Box Turtles Coming Out of Their Shells
By University of Arkansas
First posted on 05-22-2009
By Pryor Jordan for the Cooperative Extension Service
Arkansas’ Eastern and Western box turtles are relatively safe most of the year, hibernating in their shells through winter months or foraging through the brush, eating plants and insects in the summer and fall. But a few months after they come out of hibernation, they race – as best they can – through forests and across roads, putting their lives at risk for the chance to find a mate.
“As with most reptiles, they are becoming very active in mating this time of year,” said Rex Roberg, an extension wildlife biologist with the University of Arkansas Division of Agriculture. “When males begin looking for females, they’re much more apt to cross our paths.”
Little is seen of Arkansas box turtles until they reach sexual maturity at 7-10 years, though research indicates that egg-laying season is from mid-May to mid-June, said Stanley Trauth, a biology professor at Arkansas State University. However, in a female turtle’s lifetime, only two or three of her offspring ever make it to adulthood.
The average life span of a box turtle is 25-30 years, though it’s not uncommon for some to live to age 40 or 50.
“There’s a report of an eastern box turtle living 130 years,” Trauth said.
For adult box turtles, traffic is one of the largest contributors to their mortality, Roberg said. When a turtle finds itself on pavement or concrete, it often gets confused and retreats into its shell, becoming a lump in the road for motorists to dodge.

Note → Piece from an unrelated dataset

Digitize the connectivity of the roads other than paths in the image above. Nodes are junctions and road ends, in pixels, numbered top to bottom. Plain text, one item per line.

“I would recommend that if you’re in an area where there’s no traffic that you get them off the road,” Roberg said. “They’re harmless and will hide in their shell when they’re disturbed and you can pick them up and move them where you want to.”

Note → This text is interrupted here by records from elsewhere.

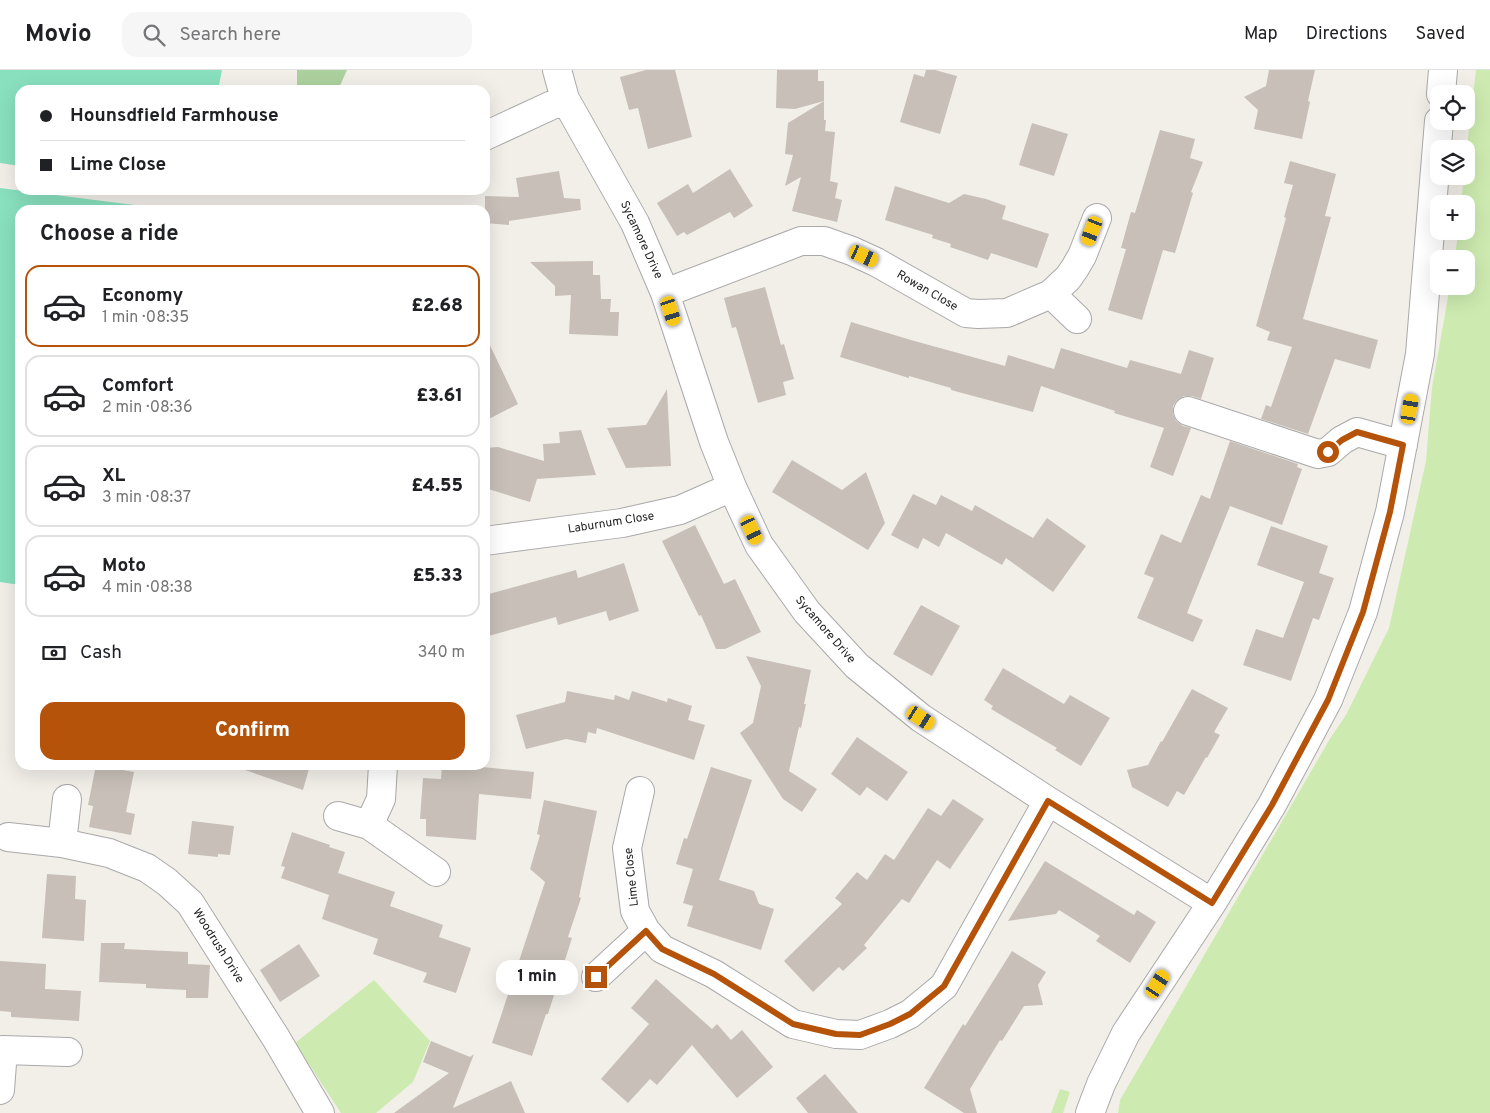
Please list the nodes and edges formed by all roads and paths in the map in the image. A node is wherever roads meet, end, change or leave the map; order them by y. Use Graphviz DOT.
graph roads {
  1 [pos="557,70"];
  2 [pos="1443,70"];
  3 [pos="1442,85"];
  4 [pos="564,99"];
  5 [pos="1438,130"];
  6 [pos="490,134"];
  7 [pos="1097,218"];
  8 [pos="665,293"];
  9 [pos="1051,294"];
  10 [pos="1077,319"];
  11 [pos="1188,411"];
  12 [pos="1403,445"];
  13 [pos="732,487"];
  14 [pos="490,539"];
  15 [pos="383,770"];
  16 [pos="640,791"];
  17 [pos="67,800"];
  18 [pos="1048,801"];
  19 [pos="338,816"];
  20 [pos="369,825"];
  21 [pos="8,837"];
  22 [pos="62,843"];
  23 [pos="436,872"];
  24 [pos="1212,903"];
  25 [pos="646,931"];
  26 [pos="596,977"];
  27 [pos="68,1052"];
  28 [pos="0,1090"];
  29 [pos="320,1113"];
  30 [pos="1090,1113"];
  1 -- 4 [label="street, Sycamore Drive"];
  2 -- 3 [label="street"];
  4 -- 6 [label="street"];
  4 -- 8 [label="street, Sycamore Drive"];
  5 -- 12 [label="street"];
  7 -- 9 [label="street, Rowan Close"];
  8 -- 9 [label="street, Rowan Close"];
  8 -- 13 [label="street, Sycamore Drive"];
  9 -- 10 [label="street"];
  11 -- 12 [label="street"];
  12 -- 24 [label="street"];
  13 -- 14 [label="street, Laburnum Close"];
  13 -- 18 [label="street, Sycamore Drive"];
  15 -- 20 [label="street"];
  16 -- 25 [label="street, Lime Close"];
  17 -- 22 [label="street"];
  18 -- 24 [label="street, Sycamore Drive"];
  18 -- 25 [label="street, Lime Close"];
  19 -- 20 [label="street"];
  20 -- 23 [label="street"];
  21 -- 22 [label="street, Woodrush Drive"];
  22 -- 29 [label="street, Woodrush Drive"];
  24 -- 30 [label="street"];
  25 -- 26 [label="street"];
  27 -- 28 [label="street"];
}
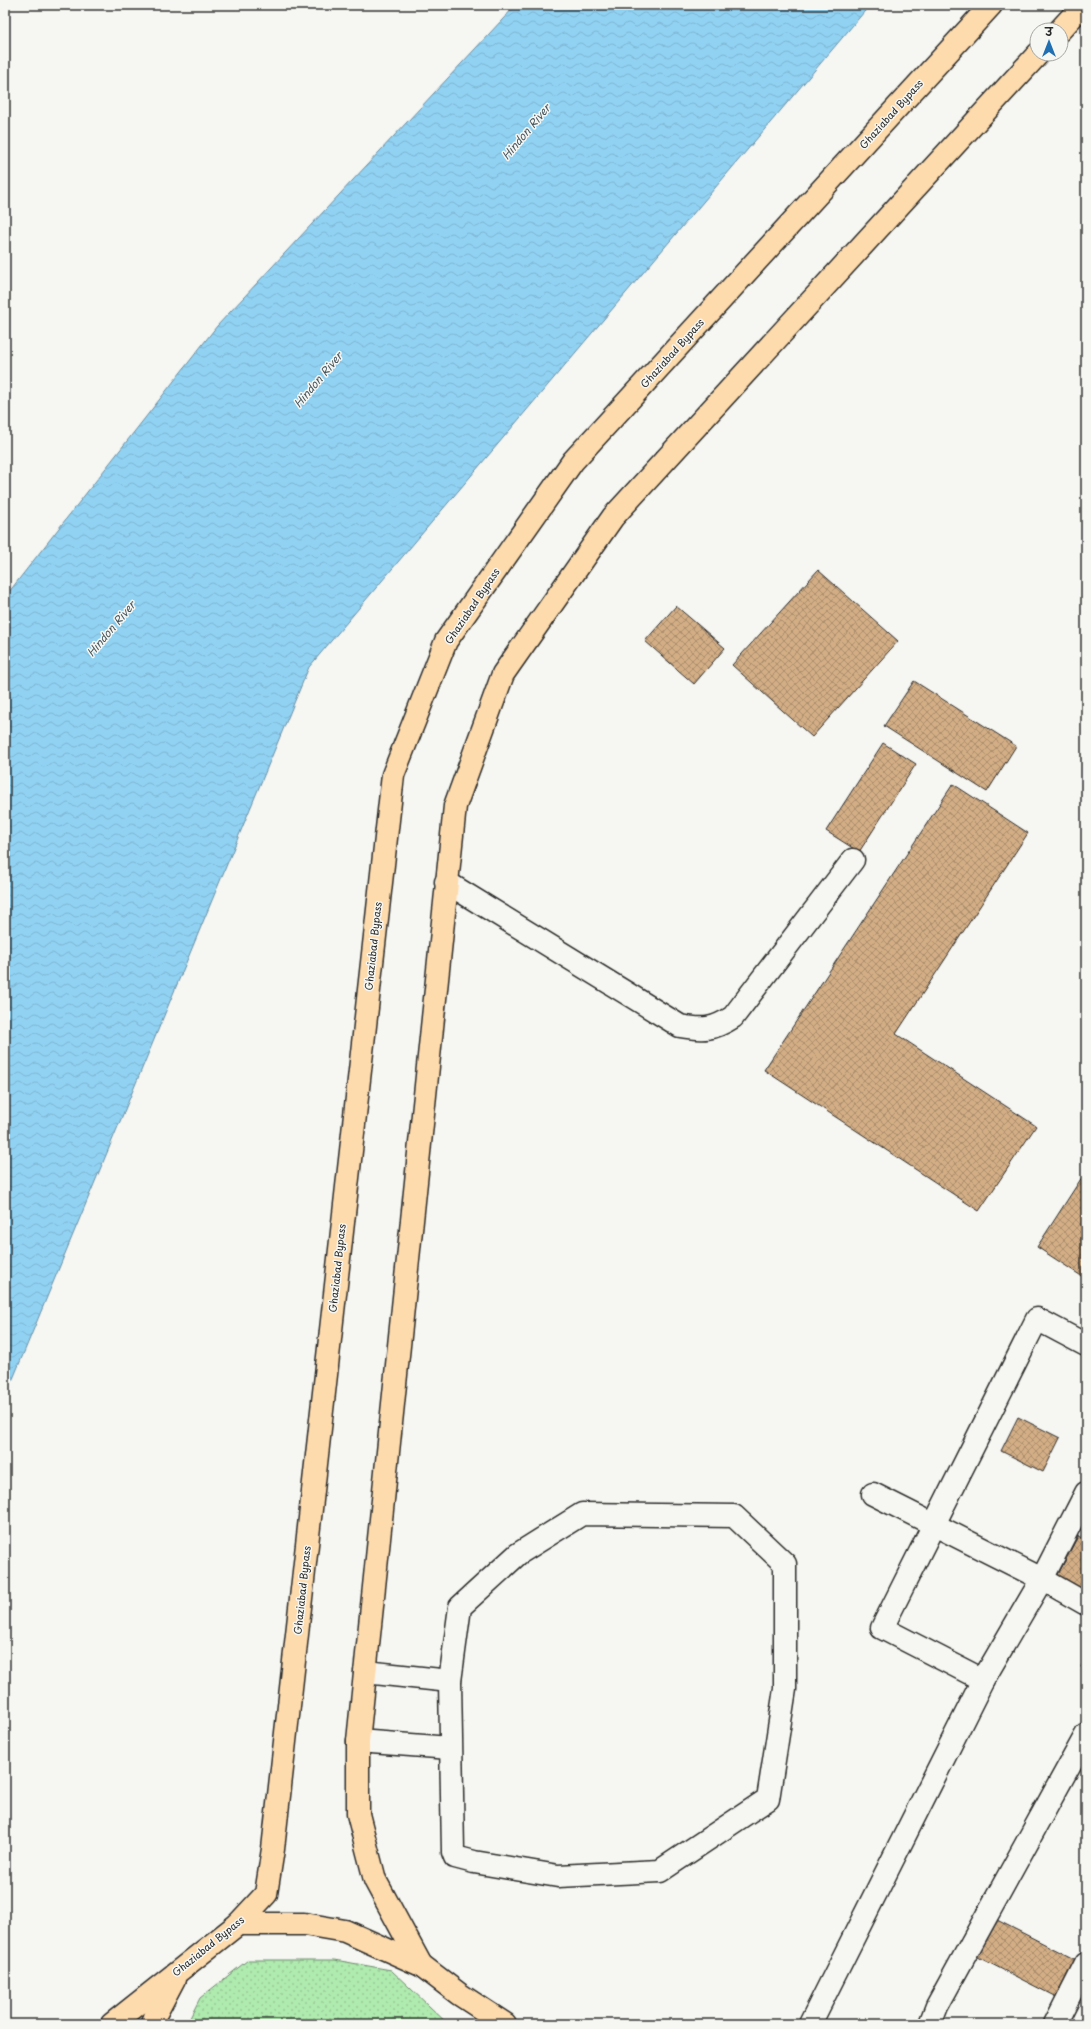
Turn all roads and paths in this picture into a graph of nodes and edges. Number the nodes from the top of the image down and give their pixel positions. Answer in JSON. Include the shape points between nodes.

Moving a turtle, even far away from where it’s found, will hardly bother it.
“Box turtles are known to have a homing instinct,” Roberg said. “They tend to return to their place of birth, even if they’ve been moved far away.”
Box turtles are also prone to end up on sidewalks and in corners of homes and businesses where they can become confused.
“They just follow their noses and end up in a place they’re not familiar with, and they’re not the greatest at figuring out how to get out of that,” Roberg said.
Many end up as pets in someone’s home – another large mortality factor for turtles..
“Turtles should hibernate annually,” but usually don’t when kept as pets, Roberg said. “If you’re going to keep a turtle as a pet, you need to do some research on how to take care of it.”
It’s important for the owner to do a little research on how to keep them healthy, he said. They likely won’t hibernate in captivity, but with a proper diet, they can still live for many years.
About half of a turtle’s food needs to come from high-protein sources, such as worms, crickets, grasshoppers, slugs or other insects. A little dry dog food, fish food, goldfish or sardines will also suffice when insects aren’t available. The other half of a box turtle’s diet should consist of plants, like tomatoes, strawberries, apples, grapes or vegetables.